SCMS  Engineering College (SSET), established 2001, is a technical institute on a  campus at Karukutty, Ernakulam District, Kerala. It offers bachelor's and master's degree in engineering and computer administration in affiliation with Mahatma Gandhi University and A P J Abdul Kalam Technological University.

About
The SSET draws inspiration and expertise from the School of Communication and Management Studies (SCMS) – the business school of the group. The ISO 9001 quality certified business school is highly rated by India's leading business journals. The SCMS is the only AICTE accredited business school in the state of Kerala.

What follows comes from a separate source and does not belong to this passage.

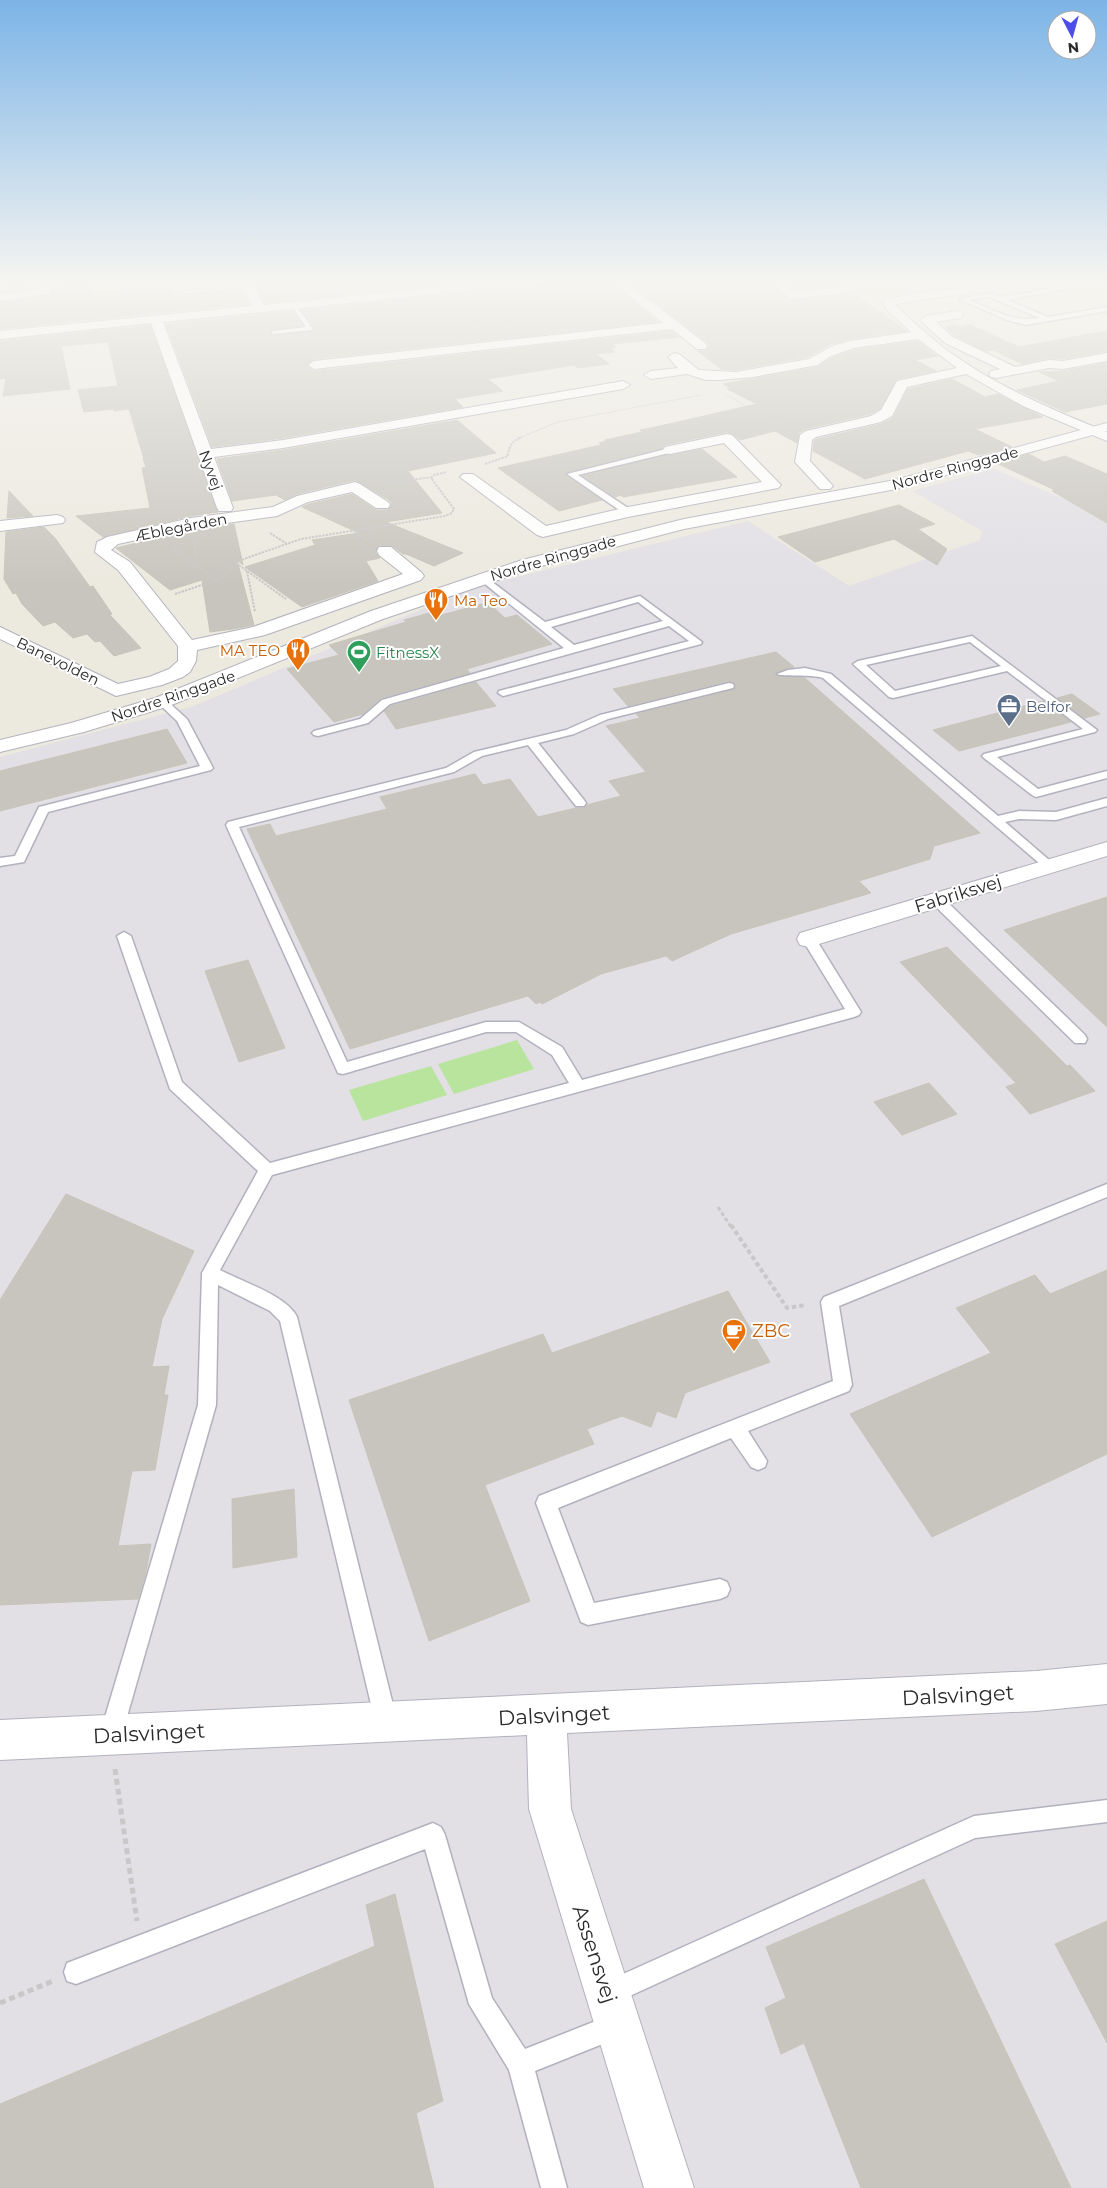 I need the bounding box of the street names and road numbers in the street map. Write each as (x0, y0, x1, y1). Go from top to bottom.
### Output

SCMS has also received, in recognition of its performance, substantial grants from the AICTE, Government of India.

Recognition and affiliation
The SSET is recognized by the All India Council for Technical Education (AICTE), Govt. of India vide their letter No... 770-54-023(NDEG)/ET/2001 dated 27 June 2001. The Mahatma Gandhi University granted affiliation in accordance with the G.O.No.(MS) 88/2001/H.Edn. dated 21 July 2001.

Departments
The college has the following departments:
Department of Computer Science Engineering
Department of Electronics and Communication Engineering
Department of Mechanical Engineering,
Department of Automobile Engineering,
Department of Civil Engineering,
Department of Electrical Engineering,
Department of MCA.

Each department has its own faculty, supporting staff and technical instructors working under the Head of the Department.

Intake
SSET has an intake capacity of 60 students in each branch. Mechanical Engineering, Electronics and Communication Engineering, Civil Engineering branches have two batches with 120 seats. With a total sanctioned intake capacity of 540 students in six branches SSET is the second largest engineering college set up under the self-financing scheme in Kerala.

Campus
The SSET is situated in the midst of a  rubber plantation. The campus comprises the Main Engineering College Building with  of built-up space which accommodates classrooms, Faculty Offices, Administrative Office, Library, Computer Lab, Electronics and Microprocessor Labs, Laboratories, Workshops, Machine shop and Heat Engine Lab which are located around the main building in the campus. Hostels for junior boys and girls are in the campus, close to the college building. Senior men's hostel is however outside the campus. There is also an 'L' shaped ground situated outside the main campus.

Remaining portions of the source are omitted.